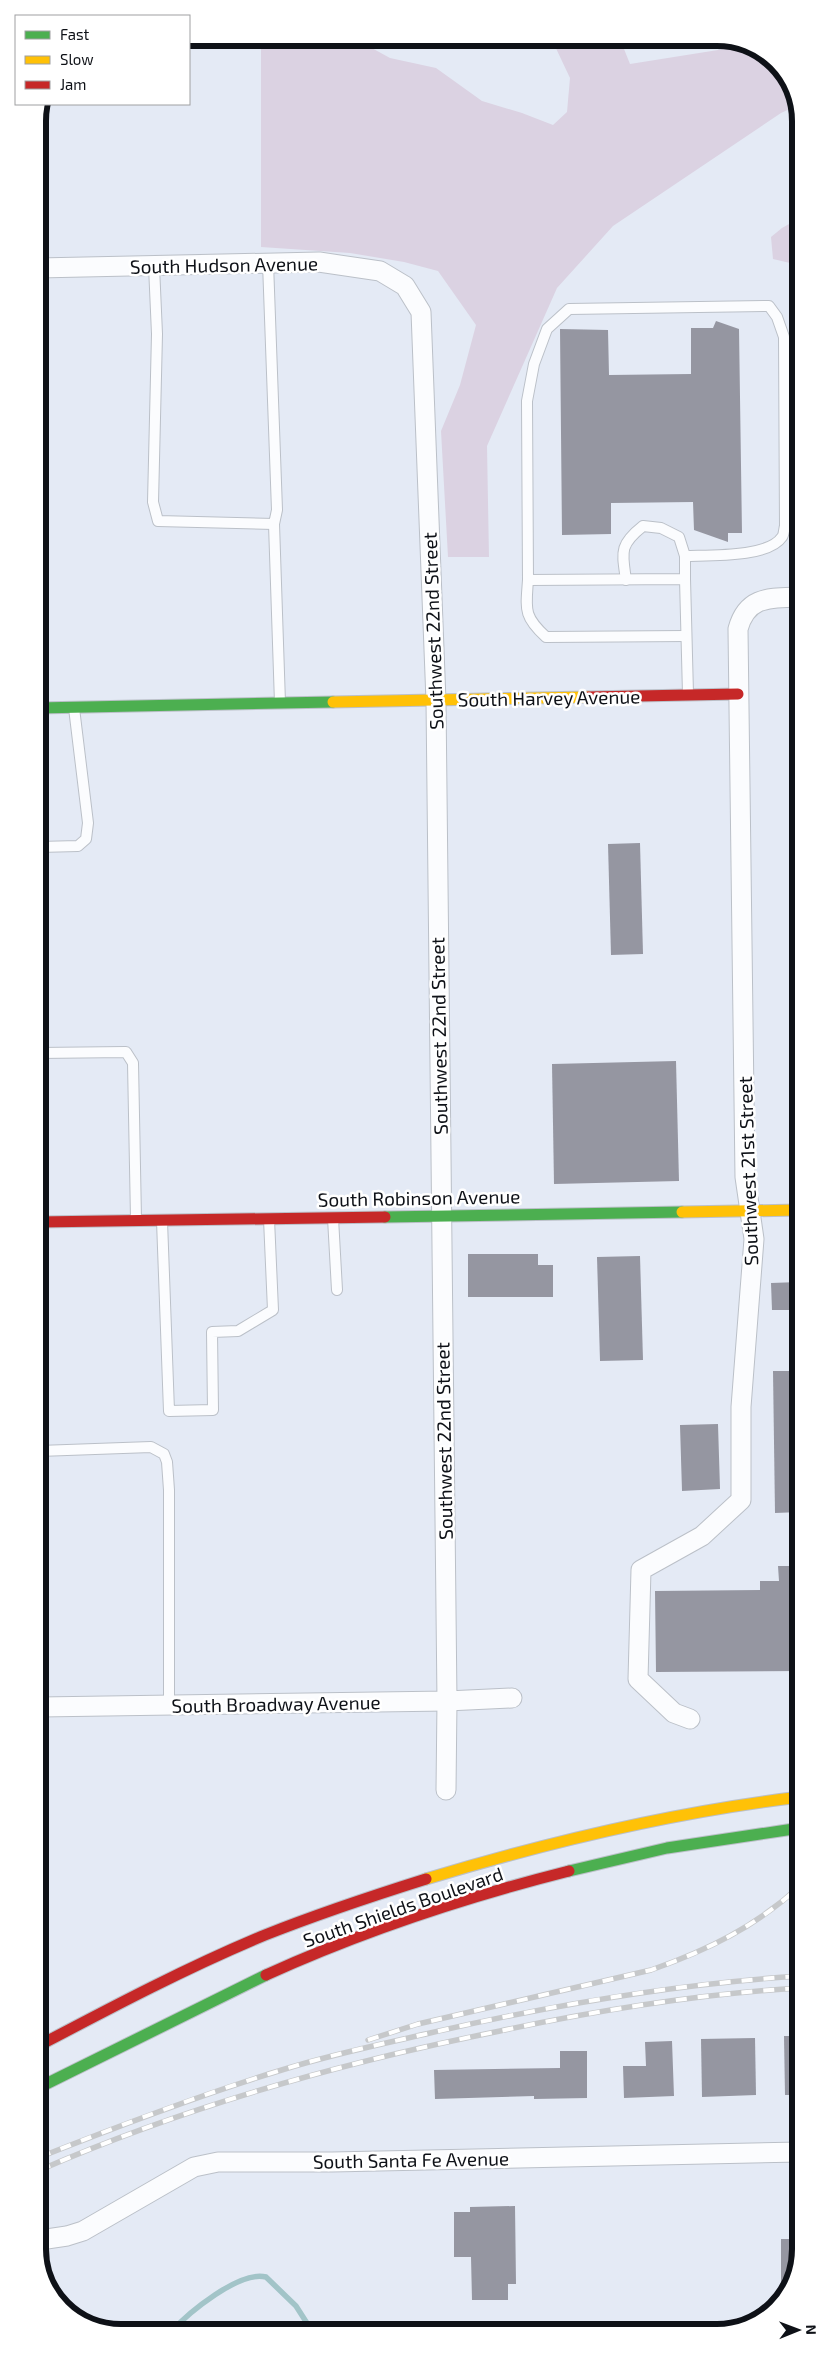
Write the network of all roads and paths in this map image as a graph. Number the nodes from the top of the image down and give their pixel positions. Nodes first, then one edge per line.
1 (268, 263) junction
2 (154, 266) junction
3 (46, 268) edge
4 (405, 286) joint
5 (274, 524) junction
6 (685, 556) junction
7 (685, 579) junction
8 (528, 580) junction
9 (626, 580) junction
10 (792, 598) edge
11 (686, 636) junction
12 (738, 694) junction
13 (688, 695) junction
14 (436, 701) junction
15 (280, 704) junction
16 (74, 707) junction
17 (46, 708) edge
18 (46, 847) edge
19 (46, 1053) edge
20 (792, 1210) edge
21 (750, 1211) junction
22 (441, 1215) junction
23 (333, 1217) junction
24 (268, 1218) junction
25 (136, 1220) junction
26 (162, 1220) junction
27 (46, 1222) edge
28 (337, 1290) dead end
29 (46, 1451) edge
30 (512, 1698) dead end
31 (447, 1702) junction
32 (169, 1705) junction
33 (46, 1707) edge
34 (690, 1719) dead end
35 (446, 1790) dead end
36 (792, 1799) edge
37 (792, 1829) edge
38 (46, 2042) edge
39 (46, 2084) edge
40 (792, 2152) edge
41 (46, 2239) edge

1 - 2 street, South Hudson Avenue
1 - 4 street, South Hudson Avenue
1 - 5 lane
2 - 3 street, South Hudson Avenue
2 - 5 lane
4 - 14 street, Southwest 22nd Street
5 - 15 lane
6 - 7 lane
6 - 8 lane
6 - 9 lane
7 - 9 lane
7 - 11 lane
8 - 9 lane
8 - 11 lane
10 - 12 street
11 - 13 lane
12 - 13 main road, South Harvey Avenue
12 - 21 street, Southwest 21st Street
13 - 14 main road, South Harvey Avenue
14 - 15 main road, South Harvey Avenue
14 - 22 street, Southwest 22nd Street
15 - 16 main road, South Harvey Avenue
16 - 17 main road, South Harvey Avenue
16 - 18 lane
19 - 25 lane
20 - 21 main road, South Robinson Avenue
21 - 22 main road, South Robinson Avenue
21 - 34 street, Southwest 21st Street
22 - 23 main road, South Robinson Avenue
22 - 31 street, Southwest 22nd Street
23 - 24 main road, South Robinson Avenue
23 - 28 lane
24 - 26 main road, South Robinson Avenue
24 - 26 lane
25 - 26 main road, South Robinson Avenue
25 - 27 main road, South Robinson Avenue
29 - 32 lane
30 - 31 street, South Broadway Avenue
31 - 32 street, South Broadway Avenue
31 - 35 street, Southwest 22nd Street
32 - 33 street, South Broadway Avenue
36 - 38 main road, South Shields Boulevard
37 - 39 main road, South Shields Boulevard
40 - 41 street, South Santa Fe Avenue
####################
■ **Work instructions**
Once the pictures are set aside, give the rest of the listing again exactly.

■ **Completed task**
Write the network of all roads and paths in this map image as a graph. Number the nodes from the top of the image down and give their pixel positions. Nodes first, then one edge per line.
1 (268, 263) junction
2 (154, 266) junction
3 (46, 268) edge
4 (405, 286) joint
5 (274, 524) junction
6 (685, 556) junction
7 (685, 579) junction
8 (528, 580) junction
9 (626, 580) junction
10 (792, 598) edge
11 (686, 636) junction
12 (738, 694) junction
13 (688, 695) junction
14 (436, 701) junction
15 (280, 704) junction
16 (74, 707) junction
17 (46, 708) edge
18 (46, 847) edge
19 (46, 1053) edge
20 (792, 1210) edge
21 (750, 1211) junction
22 (441, 1215) junction
23 (333, 1217) junction
24 (268, 1218) junction
25 (136, 1220) junction
26 (162, 1220) junction
27 (46, 1222) edge
28 (337, 1290) dead end
29 (46, 1451) edge
30 (512, 1698) dead end
31 (447, 1702) junction
32 (169, 1705) junction
33 (46, 1707) edge
34 (690, 1719) dead end
35 (446, 1790) dead end
36 (792, 1799) edge
37 (792, 1829) edge
38 (46, 2042) edge
39 (46, 2084) edge
40 (792, 2152) edge
41 (46, 2239) edge

1 - 2 street, South Hudson Avenue
1 - 4 street, South Hudson Avenue
1 - 5 lane
2 - 3 street, South Hudson Avenue
2 - 5 lane
4 - 14 street, Southwest 22nd Street
5 - 15 lane
6 - 7 lane
6 - 8 lane
6 - 9 lane
7 - 9 lane
7 - 11 lane
8 - 9 lane
8 - 11 lane
10 - 12 street
11 - 13 lane
12 - 13 main road, South Harvey Avenue
12 - 21 street, Southwest 21st Street
13 - 14 main road, South Harvey Avenue
14 - 15 main road, South Harvey Avenue
14 - 22 street, Southwest 22nd Street
15 - 16 main road, South Harvey Avenue
16 - 17 main road, South Harvey Avenue
16 - 18 lane
19 - 25 lane
20 - 21 main road, South Robinson Avenue
21 - 22 main road, South Robinson Avenue
21 - 34 street, Southwest 21st Street
22 - 23 main road, South Robinson Avenue
22 - 31 street, Southwest 22nd Street
23 - 24 main road, South Robinson Avenue
23 - 28 lane
24 - 26 main road, South Robinson Avenue
24 - 26 lane
25 - 26 main road, South Robinson Avenue
25 - 27 main road, South Robinson Avenue
29 - 32 lane
30 - 31 street, South Broadway Avenue
31 - 32 street, South Broadway Avenue
31 - 35 street, Southwest 22nd Street
32 - 33 street, South Broadway Avenue
36 - 38 main road, South Shields Boulevard
37 - 39 main road, South Shields Boulevard
40 - 41 street, South Santa Fe Avenue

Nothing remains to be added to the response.